- Work task -
Compute the number of lines in the following data that include the word "curves", and output that number alone.

[Collected data entries]
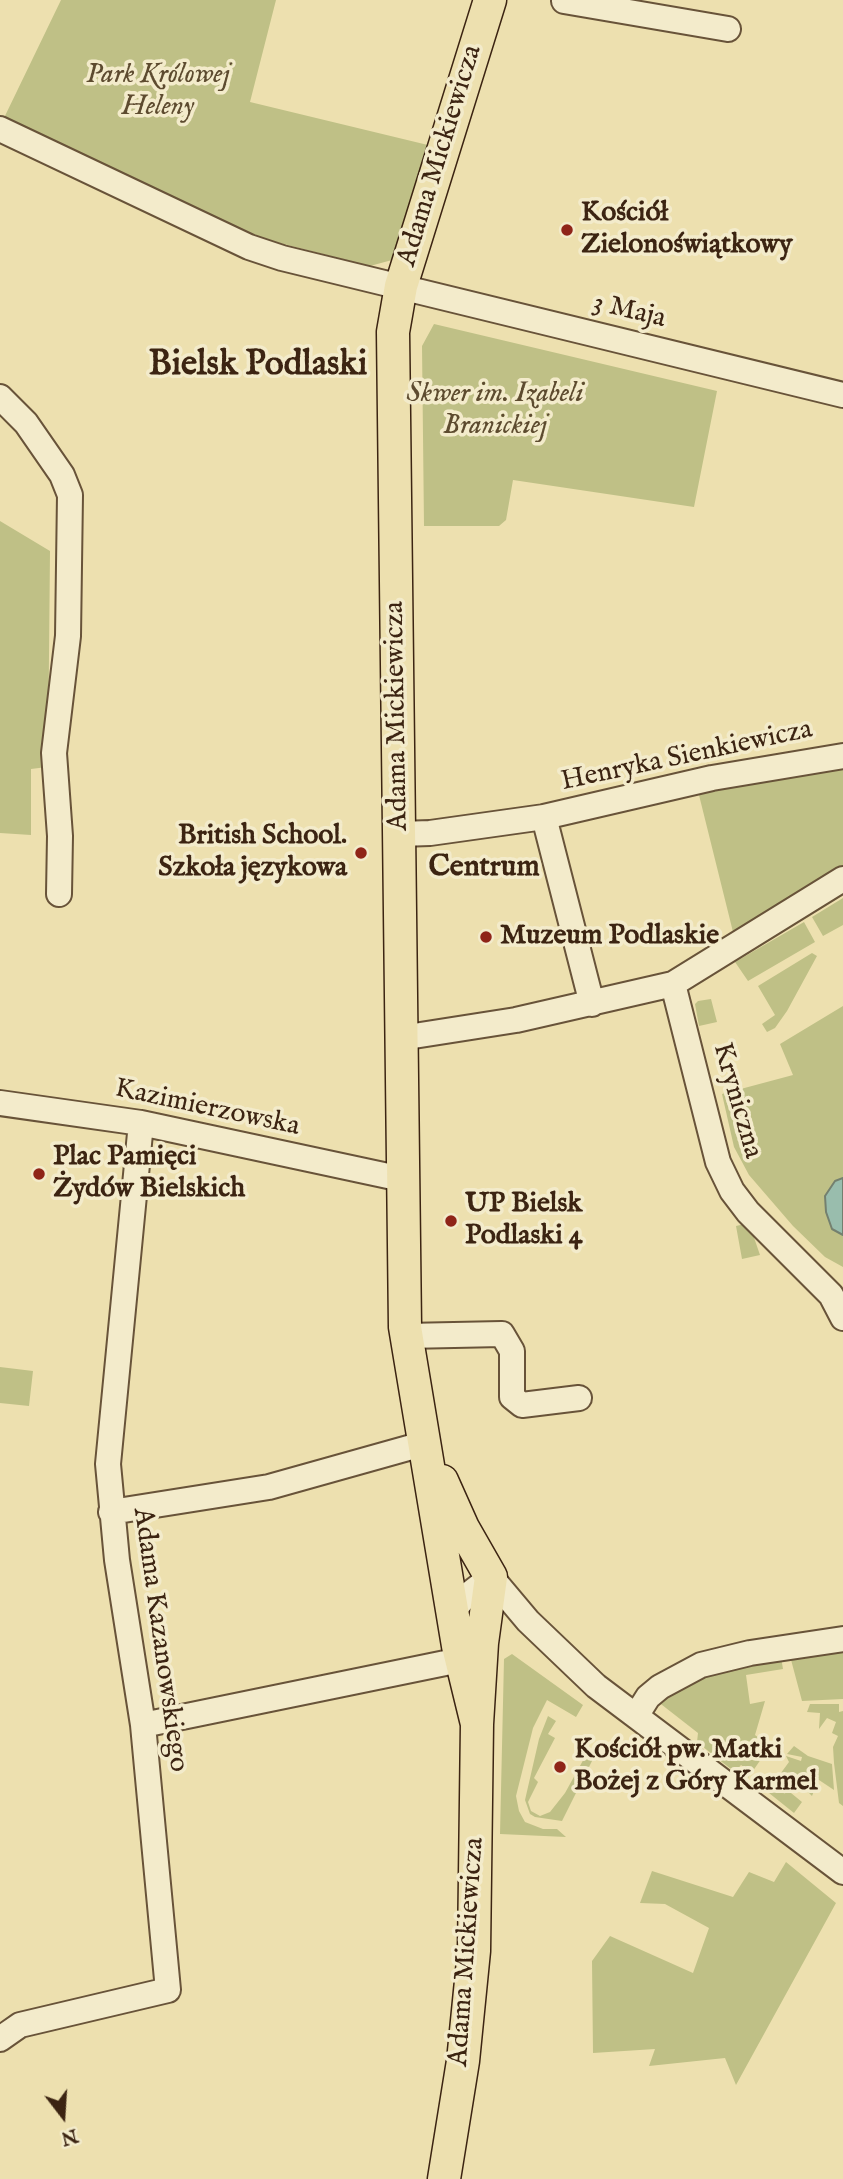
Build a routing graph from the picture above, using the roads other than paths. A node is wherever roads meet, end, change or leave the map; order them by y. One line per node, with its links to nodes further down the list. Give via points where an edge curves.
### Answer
1 (490, 0): 5 (main road, Adama Mickiewicza)
2 (564, 1): 3 (street)
3 (728, 29)
4 (0, 129): 5 (street, 3 Maja, via 249,247)
5 (401, 286): 6 (street, 3 Maja); 10 (main road, Adama Mickiewicza, via 393,332)
6 (843, 395)
7 (0, 397): 12 (street, via 26,423 62,475 70,495 68,636 54,753)
8 (843, 756): 9 (street, Henryka Sienkiewicza, via 712,778)
9 (544, 817): 10 (street, Henryka Sienkiewicza); 14 (street)
10 (400, 834): 15 (main road, Adama Mickiewicza)
11 (843, 879): 13 (street)
12 (60, 894)
13 (673, 984): 14 (street); 19 (street, Kryniczna, via 718,1162 732,1191 831,1295)
14 (592, 1004): 15 (street)
15 (401, 1038): 18 (main road, Adama Mickiewicza)
16 (0, 1103): 17 (street, Kazimierzowska)
17 (141, 1123): 18 (street, Kazimierzowska); 23 (street, Adama Kazanowskiego, via 111,1410)
18 (402, 1179): 20 (main road, Adama Mickiewicza)
19 (843, 1318)
20 (406, 1336): 21 (street, via 502,1334 512,1350 512,1397 523,1405); 22 (main road, Adama Mickiewicza)
21 (579, 1398)
22 (426, 1443): 23 (street, via 270,1487); 24 (main road, Adama Mickiewicza, via 463,1528); 25 (main road, Adama Mickiewicza)
23 (111, 1511): 32 (street, Adama Kazanowskiego)
24 (491, 1577): 25 (street); 26 (street); 27 (main road, Adama Mickiewicza)
25 (452, 1612): 29 (main road, Adama Mickiewicza)
26 (528, 1621): 27 (street, via 507,1620); 30 (street, via 596,1686)
27 (484, 1632): 31 (main road, Adama Mickiewicza)
28 (843, 1639): 30 (street, via 701,1665 654,1692)
29 (460, 1660): 31 (main road, Adama Mickiewicza); 32 (street)
30 (636, 1716): 33 (street)
31 (477, 1724): 35 (main road, Adama Mickiewicza, via 474,1951 463,2062)
32 (143, 1725): 34 (street, Adama Kazanowskiego, via 168,1990 20,2025)
33 (843, 1872)
34 (0, 2039)
35 (444, 2179)

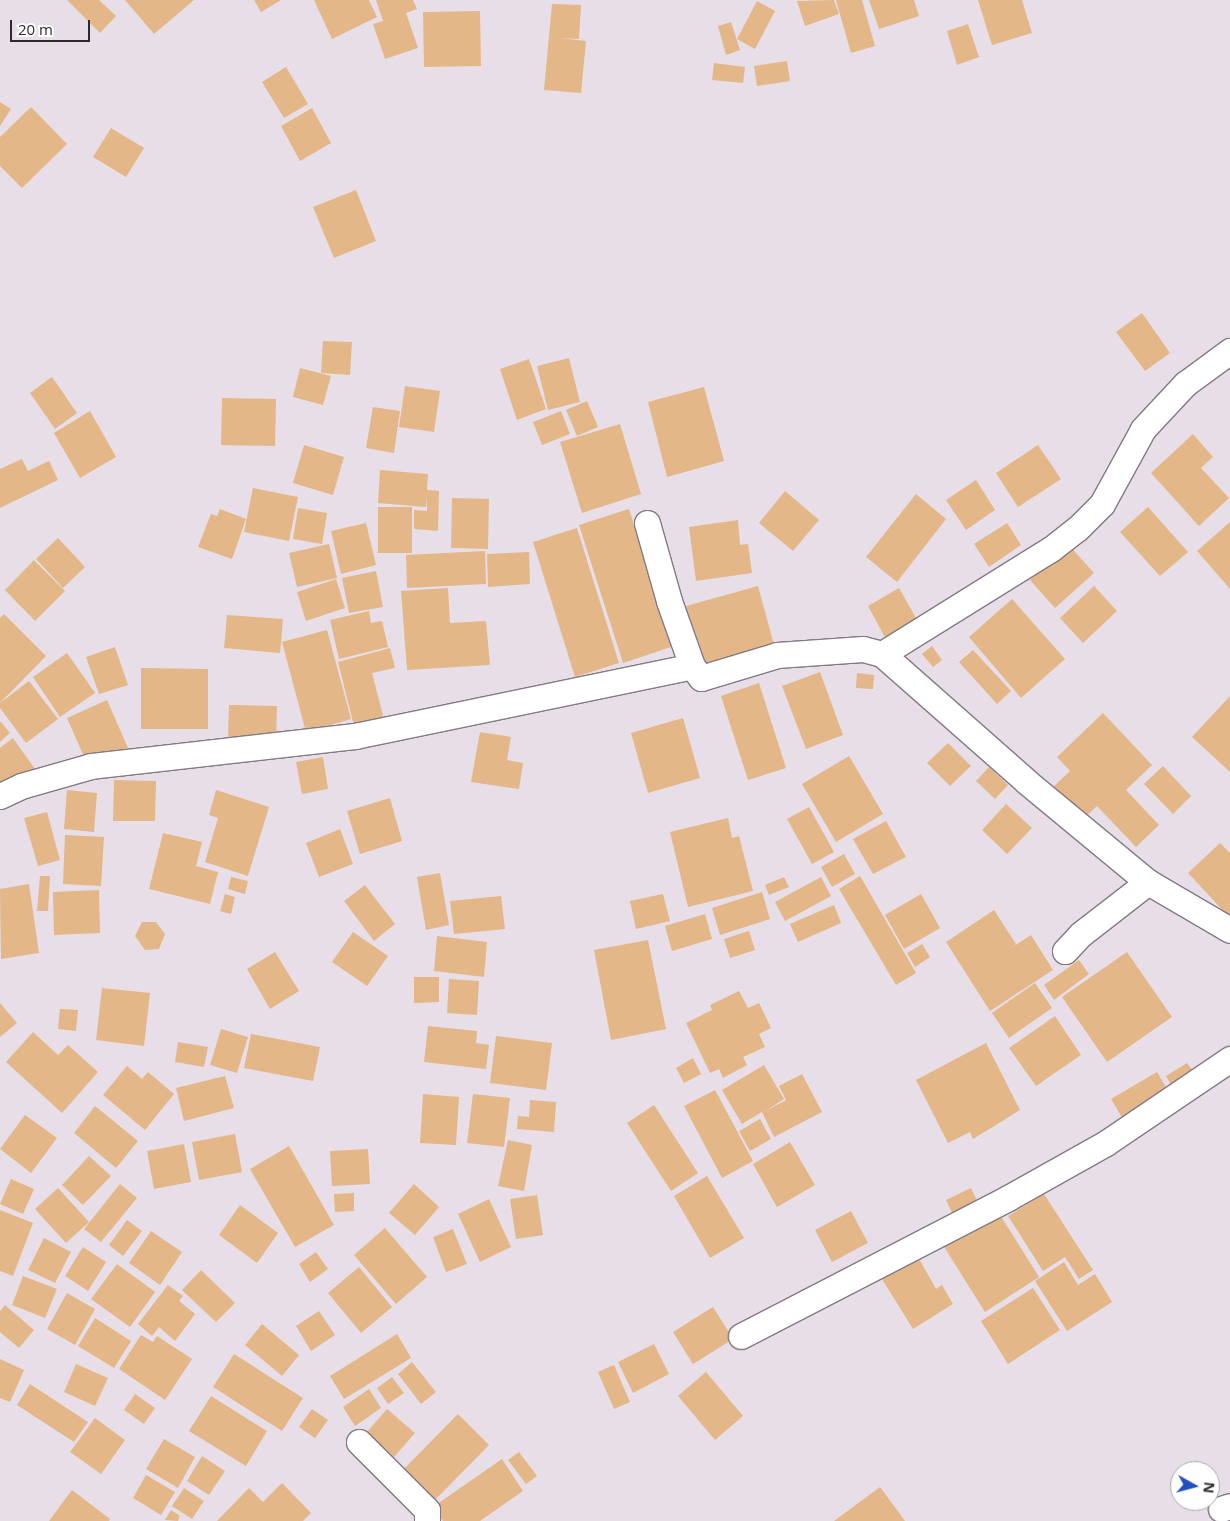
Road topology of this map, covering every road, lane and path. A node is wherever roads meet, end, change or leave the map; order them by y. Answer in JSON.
{"nodes":[{"id":1,"x":1230,"y":351,"type":"edge"},
{"id":2,"x":647,"y":523,"type":"dead end"},
{"id":3,"x":882,"y":654,"type":"junction"},
{"id":4,"x":692,"y":666,"type":"junction"},
{"id":5,"x":0,"y":796,"type":"edge"},
{"id":6,"x":1148,"y":882,"type":"junction"},
{"id":7,"x":1230,"y":930,"type":"edge"},
{"id":8,"x":1064,"y":951,"type":"dead end"},
{"id":9,"x":1230,"y":1058,"type":"edge"},
{"id":10,"x":741,"y":1336,"type":"dead end"},
{"id":11,"x":359,"y":1442,"type":"dead end"},
{"id":12,"x":427,"y":1521,"type":"edge"}],
"edges":[{"from":1,"to":3,"type":"street"},
{"from":2,"to":4,"type":"street"},
{"from":3,"to":4,"type":"street"},
{"from":3,"to":6,"type":"street"},
{"from":4,"to":5,"type":"street"},
{"from":6,"to":7,"type":"street"},
{"from":6,"to":8,"type":"street"},
{"from":9,"to":10,"type":"street"},
{"from":11,"to":12,"type":"street"}]}
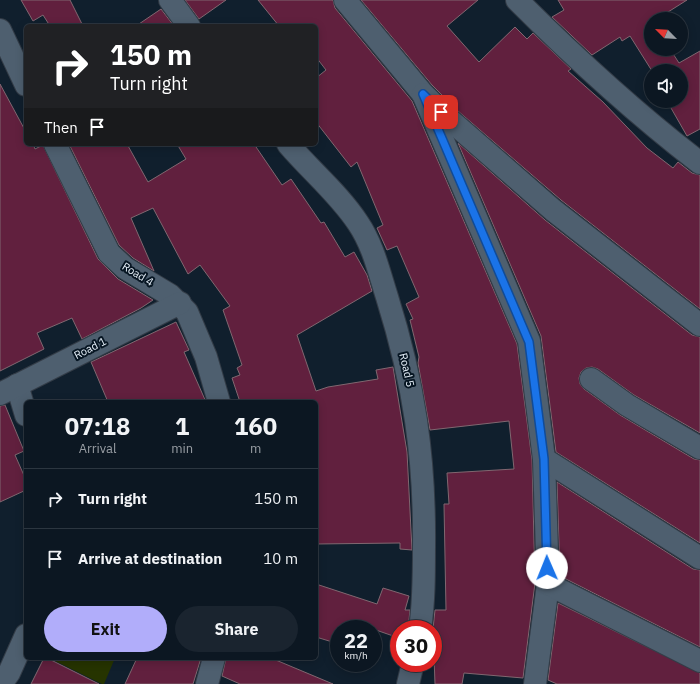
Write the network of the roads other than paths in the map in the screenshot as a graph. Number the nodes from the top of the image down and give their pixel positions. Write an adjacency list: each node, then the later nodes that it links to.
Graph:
1 (170, 0): 4 (street)
2 (345, 0): 7 (street)
3 (517, 0): 10 (street)
4 (188, 24)
5 (0, 30): 6 (street)
6 (24, 80)
7 (423, 94): 12 (street); 18 (street)
8 (55, 146): 11 (street, Road 4)
9 (290, 146): 21 (street, Road 5)
10 (700, 163)
11 (180, 303): 14 (street, Road 1); 15 (street, Road 4)
12 (700, 325)
13 (591, 379): 17 (street)
14 (8, 390): 16 (street)
15 (218, 400)
16 (24, 412)
17 (700, 448)
18 (544, 459): 19 (street); 20 (street)
19 (700, 558)
20 (548, 584): 24 (street); 26 (street)
21 (421, 620)
22 (24, 639): 27 (street)
23 (213, 660): 28 (street)
24 (700, 661)
25 (411, 672): 29 (street)
26 (538, 683)
27 (1, 684)
28 (207, 684)
29 (408, 684)

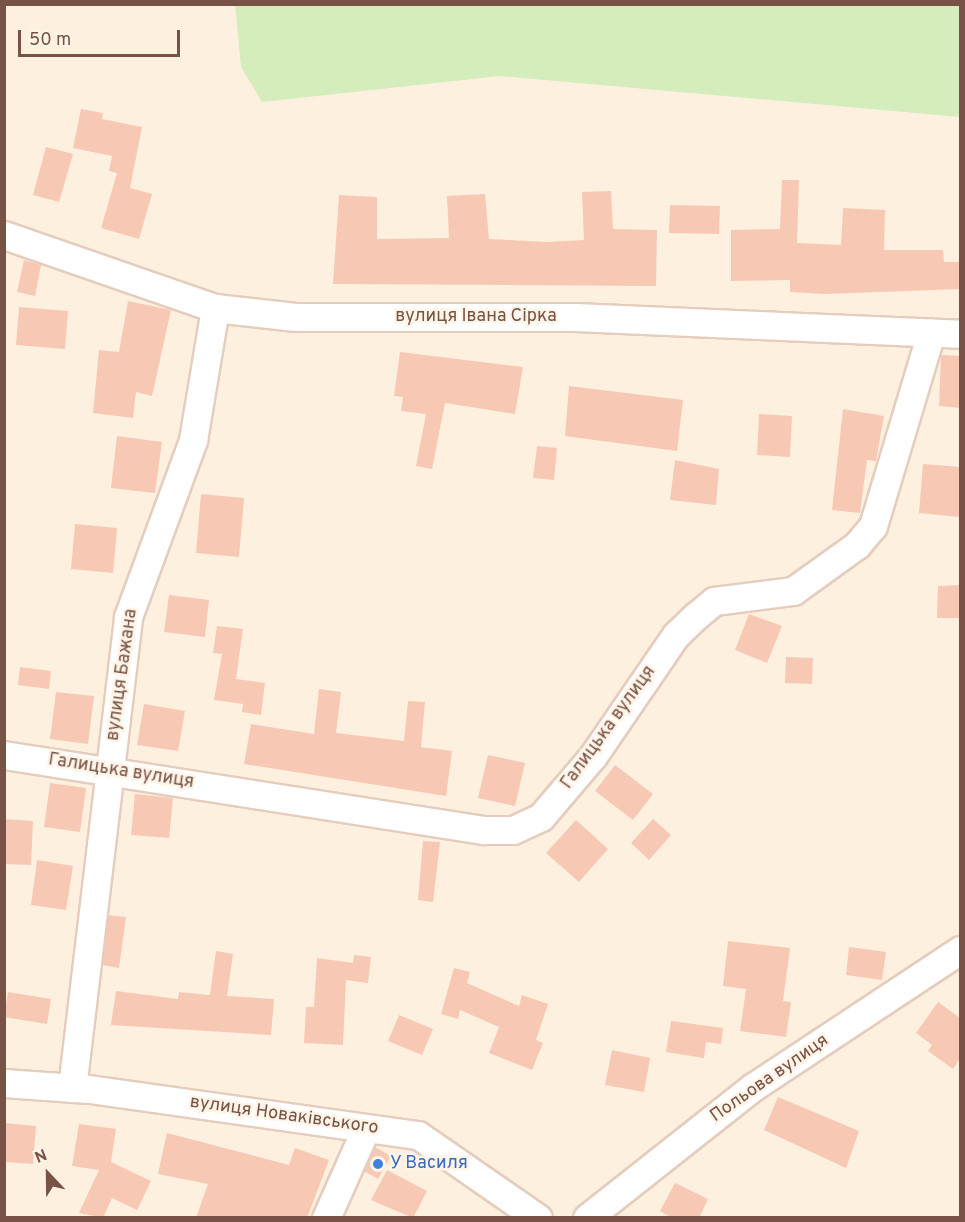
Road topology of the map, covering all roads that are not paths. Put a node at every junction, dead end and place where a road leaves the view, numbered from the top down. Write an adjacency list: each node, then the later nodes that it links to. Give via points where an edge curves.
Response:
1 (4, 235): 2 (street, вулиця Івана Сірка)
2 (215, 308): 3 (street, вулиця Івана Сірка, via 295,317 575,317); 6 (street, вулиця Бажана, via 193,440 128,616)
3 (931, 333): 4 (street, вулиця Івана Сірка); 6 (street, Галицька вулиця, via 873,526 856,544 793,591 714,601 696,616 676,635 593,756 541,817 513,830 484,830)
4 (960, 334)
5 (4, 755): 6 (street, Галицька вулиця)
6 (110, 769): 9 (street, вулиця Бажана)
7 (960, 950): 13 (street, Польова вулиця, via 753,1087)
8 (4, 1083): 9 (street, вулиця Новаківського)
9 (72, 1088): 10 (street, вулиця Новаківського)
10 (366, 1128): 11 (street); 12 (street, вулиця Новаківського, via 418,1135)
11 (326, 1218)
12 (538, 1218)
13 (587, 1218)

- Response -
2